Highly reproducible capillary gel electrophoresis (CGE) of DNA fragments using uncoated columns. Detection of genetically modified maize by PCR-cGE

Abstract

In this work a capillary gel electrophoresis (CGE) method is presented that yields reproducible separations of DNA fragments using commercially available polymers together with bare fused silica capillaries. The method combines a washing routine of the column with 0.1 M hydrochloride acid followed by a rinsing step with a solution containing 1% polyvinyl alcohol. The use of this procedure together with a running Tris-phosphate-EDTA buffer containing 2-hydroxyethyl cellulose (HEC) at pH 7.3 gives highly resolved separations of DNA fragments ranging from 80 to 500 bp. The separation of these DNA fragments is achieved in ca. 20 min with efficiencies up to 1.8×106 plates/m.
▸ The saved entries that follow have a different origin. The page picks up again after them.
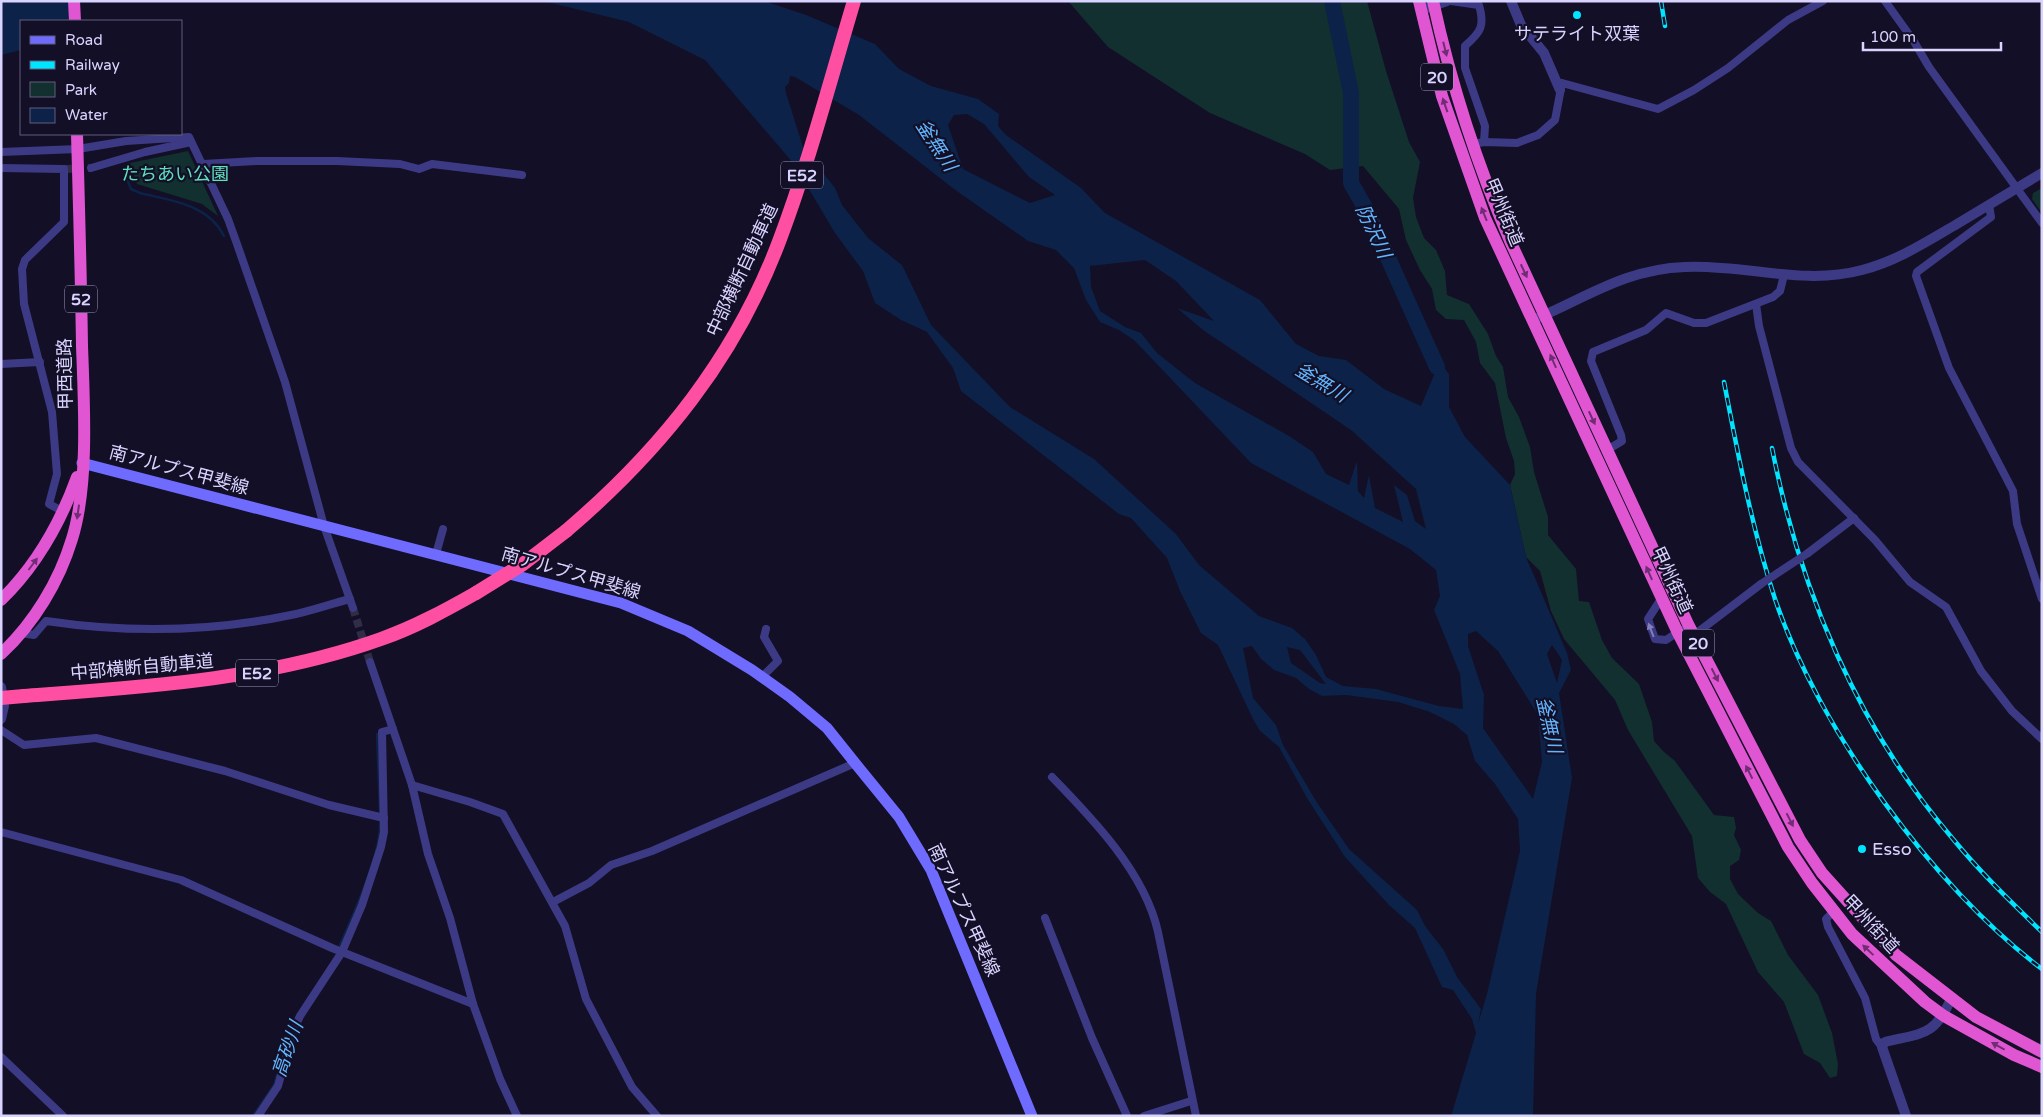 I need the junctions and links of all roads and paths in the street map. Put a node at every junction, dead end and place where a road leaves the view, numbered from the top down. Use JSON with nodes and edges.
{"nodes":[{"id":1,"x":74,"y":1,"type":"edge"},
{"id":2,"x":854,"y":1,"type":"edge"},
{"id":3,"x":1449,"y":1,"type":"edge"},
{"id":4,"x":1511,"y":1,"type":"edge"},
{"id":5,"x":1823,"y":1,"type":"edge"},
{"id":6,"x":1885,"y":1,"type":"edge"},
{"id":7,"x":1434,"y":3,"type":"edge"},
{"id":8,"x":1420,"y":6,"type":"edge"},
{"id":9,"x":75,"y":20,"type":"edge"},
{"id":10,"x":1560,"y":90,"type":"junction"},
{"id":11,"x":77,"y":135,"type":"edge"},
{"id":12,"x":191,"y":142,"type":"junction"},
{"id":13,"x":1478,"y":143,"type":"junction"},
{"id":14,"x":78,"y":149,"type":"junction"},
{"id":15,"x":1,"y":152,"type":"edge"},
{"id":16,"x":203,"y":164,"type":"junction"},
{"id":17,"x":1,"y":168,"type":"edge"},
{"id":18,"x":91,"y":168,"type":"tunnel mouth"},
{"id":19,"x":2042,"y":173,"type":"edge"},
{"id":20,"x":522,"y":175,"type":"dead end"},
{"id":21,"x":2016,"y":188,"type":"junction"},
{"id":22,"x":1989,"y":205,"type":"junction"},
{"id":23,"x":2042,"y":223,"type":"edge"},
{"id":24,"x":1784,"y":275,"type":"junction"},
{"id":25,"x":1756,"y":304,"type":"junction"},
{"id":26,"x":1538,"y":318,"type":"junction"},
{"id":27,"x":40,"y":362,"type":"junction"},
{"id":28,"x":1,"y":364,"type":"edge"},
{"id":29,"x":1607,"y":450,"type":"junction"},
{"id":30,"x":82,"y":463,"type":"junction"},
{"id":31,"x":64,"y":512,"type":"junction"},
{"id":32,"x":1854,"y":518,"type":"junction"},
{"id":33,"x":324,"y":526,"type":"junction"},
{"id":34,"x":443,"y":529,"type":"dead end"},
{"id":35,"x":436,"y":554,"type":"junction"},
{"id":36,"x":350,"y":599,"type":"junction"},
{"id":37,"x":1662,"y":599,"type":"junction"},
{"id":38,"x":2042,"y":599,"type":"edge"},
{"id":39,"x":1,"y":600,"type":"edge"},
{"id":40,"x":353,"y":608,"type":"tunnel mouth"},
{"id":41,"x":766,"y":629,"type":"dead end"},
{"id":42,"x":1691,"y":630,"type":"junction"},
{"id":43,"x":21,"y":633,"type":"junction"},
{"id":44,"x":1678,"y":633,"type":"junction"},
{"id":45,"x":1,"y":654,"type":"edge"},
{"id":46,"x":370,"y":662,"type":"tunnel mouth"},
{"id":47,"x":762,"y":677,"type":"junction"},
{"id":48,"x":1,"y":687,"type":"edge"},
{"id":49,"x":1,"y":698,"type":"edge"},
{"id":50,"x":1,"y":720,"type":"edge"},
{"id":51,"x":393,"y":728,"type":"junction"},
{"id":52,"x":1,"y":730,"type":"edge"},
{"id":53,"x":2042,"y":739,"type":"edge"},
{"id":54,"x":855,"y":762,"type":"junction"},
{"id":55,"x":1052,"y":777,"type":"dead end"},
{"id":56,"x":412,"y":785,"type":"junction"},
{"id":57,"x":384,"y":818,"type":"junction"},
{"id":58,"x":1,"y":832,"type":"edge"},
{"id":59,"x":553,"y":902,"type":"junction"},
{"id":60,"x":1834,"y":912,"type":"junction"},
{"id":61,"x":1045,"y":918,"type":"dead end"},
{"id":62,"x":342,"y":952,"type":"junction"},
{"id":63,"x":1951,"y":999,"type":"junction"},
{"id":64,"x":473,"y":1004,"type":"junction"},
{"id":65,"x":1944,"y":1016,"type":"junction"},
{"id":66,"x":1882,"y":1046,"type":"junction"},
{"id":67,"x":2042,"y":1052,"type":"edge"},
{"id":68,"x":1,"y":1057,"type":"edge"},
{"id":69,"x":2042,"y":1067,"type":"edge"},
{"id":70,"x":1191,"y":1100,"type":"junction"},
{"id":71,"x":63,"y":1116,"type":"edge"},
{"id":72,"x":258,"y":1116,"type":"edge"},
{"id":73,"x":517,"y":1116,"type":"edge"},
{"id":74,"x":657,"y":1116,"type":"edge"},
{"id":75,"x":1032,"y":1116,"type":"edge"},
{"id":76,"x":1127,"y":1116,"type":"edge"},
{"id":77,"x":1144,"y":1116,"type":"edge"},
{"id":78,"x":1196,"y":1116,"type":"edge"},
{"id":79,"x":1906,"y":1116,"type":"edge"}],
"edges":[{"from":1,"to":9,"type":"highway"},
{"from":2,"to":49,"type":"highway","name":"中部横断自動車道","number":"E52","bridge":true},
{"from":3,"to":7,"type":"street"},
{"from":3,"to":13,"type":"street"},
{"from":4,"to":10,"type":"street"},
{"from":5,"to":10,"type":"street"},
{"from":6,"to":21,"type":"street"},
{"from":7,"to":8,"type":"street"},
{"from":7,"to":13,"type":"highway","name":"甲州街道","number":"20","one_way":true},
{"from":26,"to":8,"type":"highway","name":"甲州街道","number":"20","one_way":true},
{"from":10,"to":13,"type":"street"},
{"from":11,"to":14,"type":"highway","name":"甲西道路","number":"52"},
{"from":12,"to":14,"type":"street"},
{"from":12,"to":16,"type":"street"},
{"from":12,"to":18,"type":"street"},
{"from":13,"to":26,"type":"highway","name":"甲州街道","number":"20","one_way":true},
{"from":14,"to":15,"type":"street"},
{"from":14,"to":30,"type":"highway","name":"甲西道路","number":"52"},
{"from":16,"to":20,"type":"street"},
{"from":16,"to":33,"type":"street"},
{"from":17,"to":27,"type":"street"},
{"from":19,"to":21,"type":"street"},
{"from":21,"to":22,"type":"street"},
{"from":21,"to":23,"type":"street"},
{"from":22,"to":24,"type":"street"},
{"from":22,"to":38,"type":"street"},
{"from":24,"to":25,"type":"street"},
{"from":24,"to":26,"type":"street"},
{"from":25,"to":29,"type":"street"},
{"from":25,"to":32,"type":"street"},
{"from":26,"to":29,"type":"highway","name":"甲州街道","number":"20","one_way":true},
{"from":37,"to":26,"type":"highway","name":"甲州街道","number":"20","one_way":true},
{"from":27,"to":28,"type":"street"},
{"from":27,"to":31,"type":"street"},
{"from":29,"to":42,"type":"highway","name":"甲州街道","number":"20"},
{"from":30,"to":31,"type":"highway","name":"甲西道路","number":"52"},
{"from":30,"to":33,"type":"main road","name":"南アルプス甲斐線"},
{"from":30,"to":43,"type":"highway","name":"甲西道路","number":"52","one_way":true},
{"from":39,"to":31,"type":"highway","name":"甲西道路","number":"52","one_way":true},
{"from":32,"to":42,"type":"street","bridge":true},
{"from":32,"to":53,"type":"street"},
{"from":33,"to":35,"type":"main road","name":"南アルプス甲斐線"},
{"from":33,"to":36,"type":"street"},
{"from":34,"to":35,"type":"street"},
{"from":35,"to":47,"type":"main road","name":"南アルプス甲斐線"},
{"from":36,"to":40,"type":"street"},
{"from":36,"to":43,"type":"street"},
{"from":37,"to":44,"type":"highway","name":"甲州街道","number":"20"},
{"from":44,"to":37,"type":"street","one_way":true},
{"from":41,"to":47,"type":"street"},
{"from":42,"to":44,"type":"street"},
{"from":42,"to":63,"type":"highway","name":"甲州街道","number":"20","one_way":true},
{"from":43,"to":45,"type":"highway","name":"甲西道路","number":"52"},
{"from":60,"to":44,"type":"highway","name":"甲州街道","number":"20","one_way":true},
{"from":46,"to":51,"type":"street"},
{"from":47,"to":54,"type":"main road","name":"南アルプス甲斐線"},
{"from":48,"to":50,"type":"street"},
{"from":51,"to":56,"type":"street"},
{"from":51,"to":57,"type":"street"},
{"from":52,"to":57,"type":"street"},
{"from":54,"to":59,"type":"street"},
{"from":54,"to":75,"type":"main road","name":"南アルプス甲斐線"},
{"from":55,"to":70,"type":"street"},
{"from":56,"to":59,"type":"street"},
{"from":56,"to":64,"type":"street"},
{"from":57,"to":62,"type":"street"},
{"from":58,"to":62,"type":"street"},
{"from":59,"to":74,"type":"street"},
{"from":65,"to":60,"type":"highway","name":"甲州街道","number":"20","one_way":true},
{"from":60,"to":66,"type":"street"},
{"from":61,"to":76,"type":"street"},
{"from":62,"to":64,"type":"street"},
{"from":62,"to":72,"type":"street"},
{"from":63,"to":65,"type":"street"},
{"from":63,"to":67,"type":"highway","name":"甲州街道","number":"20"},
{"from":64,"to":73,"type":"street"},
{"from":65,"to":66,"type":"street"},
{"from":69,"to":65,"type":"highway","name":"甲州街道","number":"20","one_way":true},
{"from":66,"to":79,"type":"street"},
{"from":68,"to":71,"type":"street"},
{"from":70,"to":77,"type":"street"},
{"from":70,"to":78,"type":"street"}]} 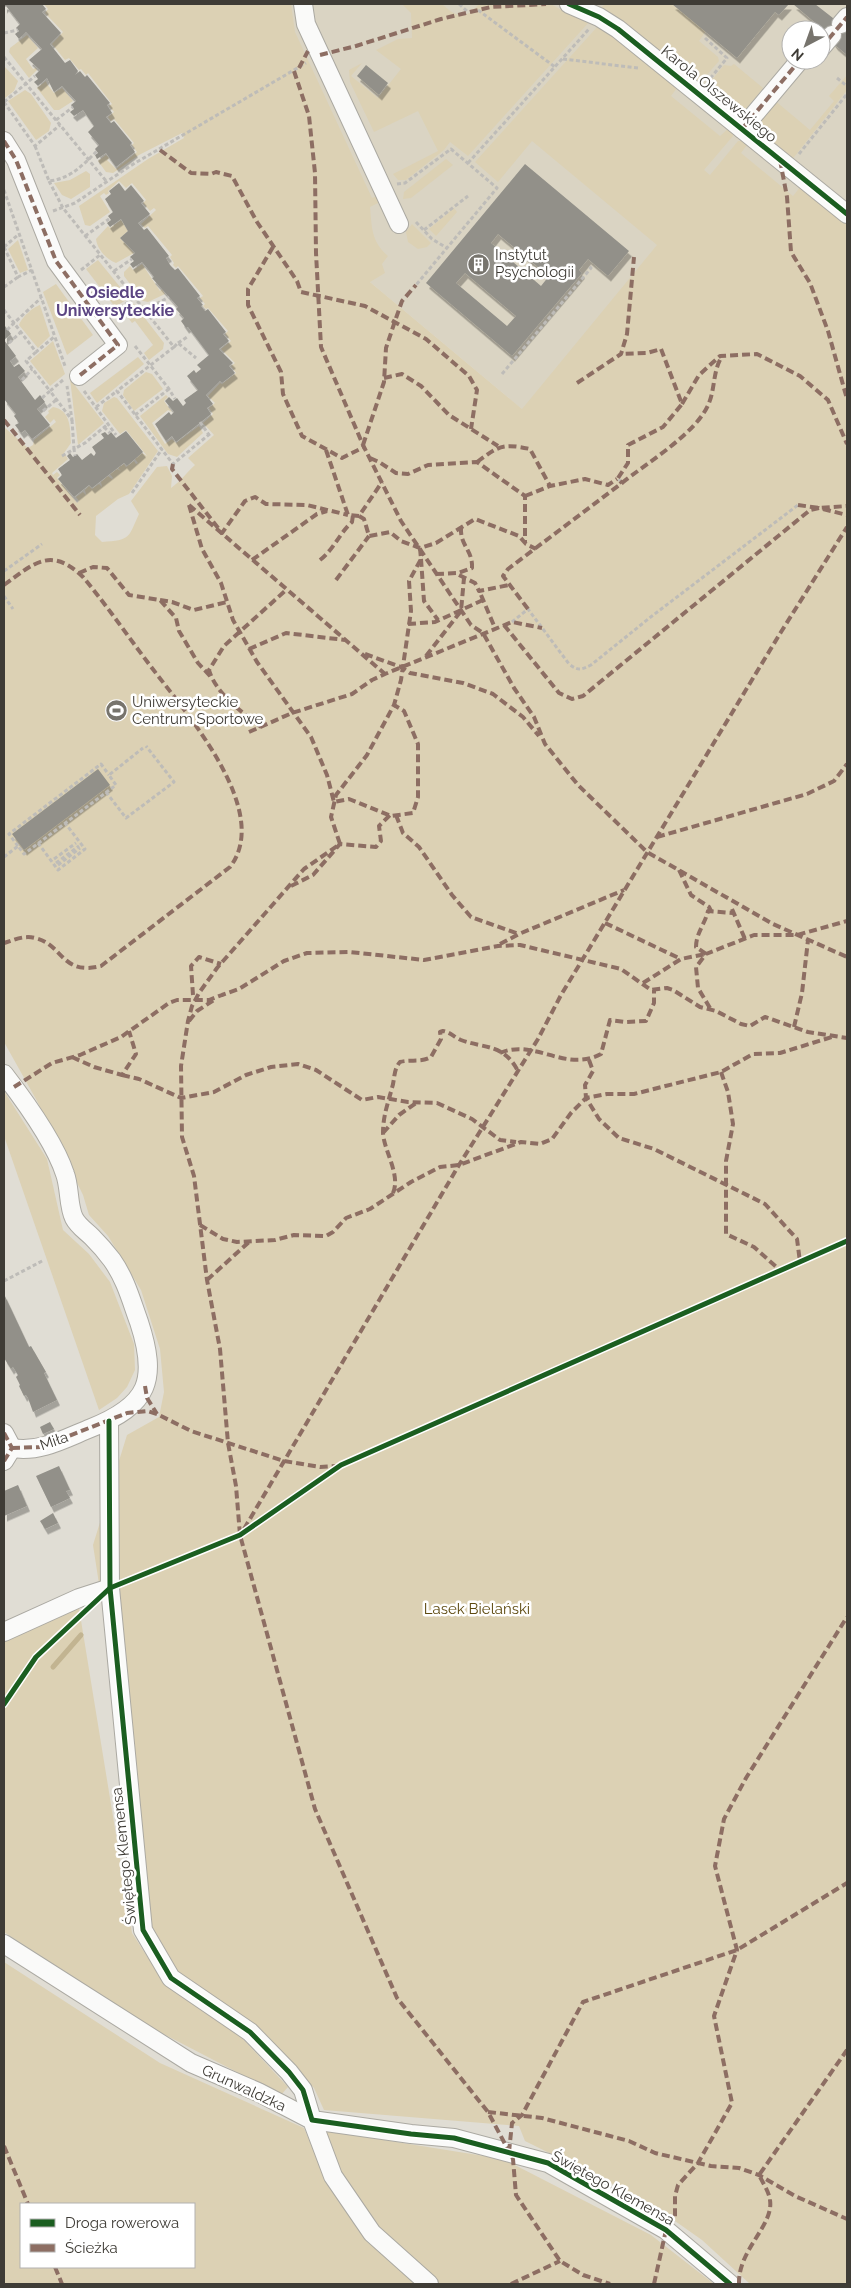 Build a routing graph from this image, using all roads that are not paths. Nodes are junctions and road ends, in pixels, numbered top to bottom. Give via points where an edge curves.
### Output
1 (303, 4) edge
2 (569, 4) edge
3 (792, 70) edge
4 (742, 130) junction
5 (4, 141) edge
6 (847, 214) edge
7 (405, 219) road end
8 (75, 378) road end
9 (4, 1074) edge
10 (109, 1421) junction
11 (6, 1447) edge
12 (110, 1588) junction
13 (4, 1632) edge
14 (4, 1944) edge
15 (312, 2120) junction
16 (428, 2284) edge
17 (730, 2284) edge

1 - 7 street via 306,24
2 - 4 street, Karola Olszewskiego via 599,17
3 - 4 street
4 - 6 street, Karola Olszewskiego
5 - 8 street via 16,160 50,249 118,345
9 - 10 street via 29,1108 61,1165 75,1220 102,1248 124,1280 144,1337 149,1365 146,1386 131,1407
10 - 11 street, Miła via 41,1447
10 - 12 street, Świętego Klemensa
12 - 13 street via 79,1598
12 - 15 street, Świętego Klemensa via 143,1930 171,1978 250,2032 288,2072 303,2090
14 - 15 street, Grunwaldzka via 191,2063
15 - 16 street via 332,2176 372,2233
15 - 17 street, Świętego Klemensa via 454,2138 548,2163 666,2230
Reproducibility values of migration times (given as %RSD) of the DNA fragments separated by this CGE method are better than 0.86% (n = 10) for the same day, 1.61% (n = 40) for four different days, and 1.4% (n = 15) for three different capillaries. The length up to 500 bp corresponds to the DNA sizes more frequently amplified by PCR for detecting genetically modified organisms (GMOs) in foods. The usefulness of this separation method is demonstrated by detecting genetically modified insect-resistant Bt maize after amplification of a DNA fragment by PCR. Detection of 1% of Bt maize in flour is carried out using this CGE procedure with UV absorbance and laser induced fluorescence (LIF).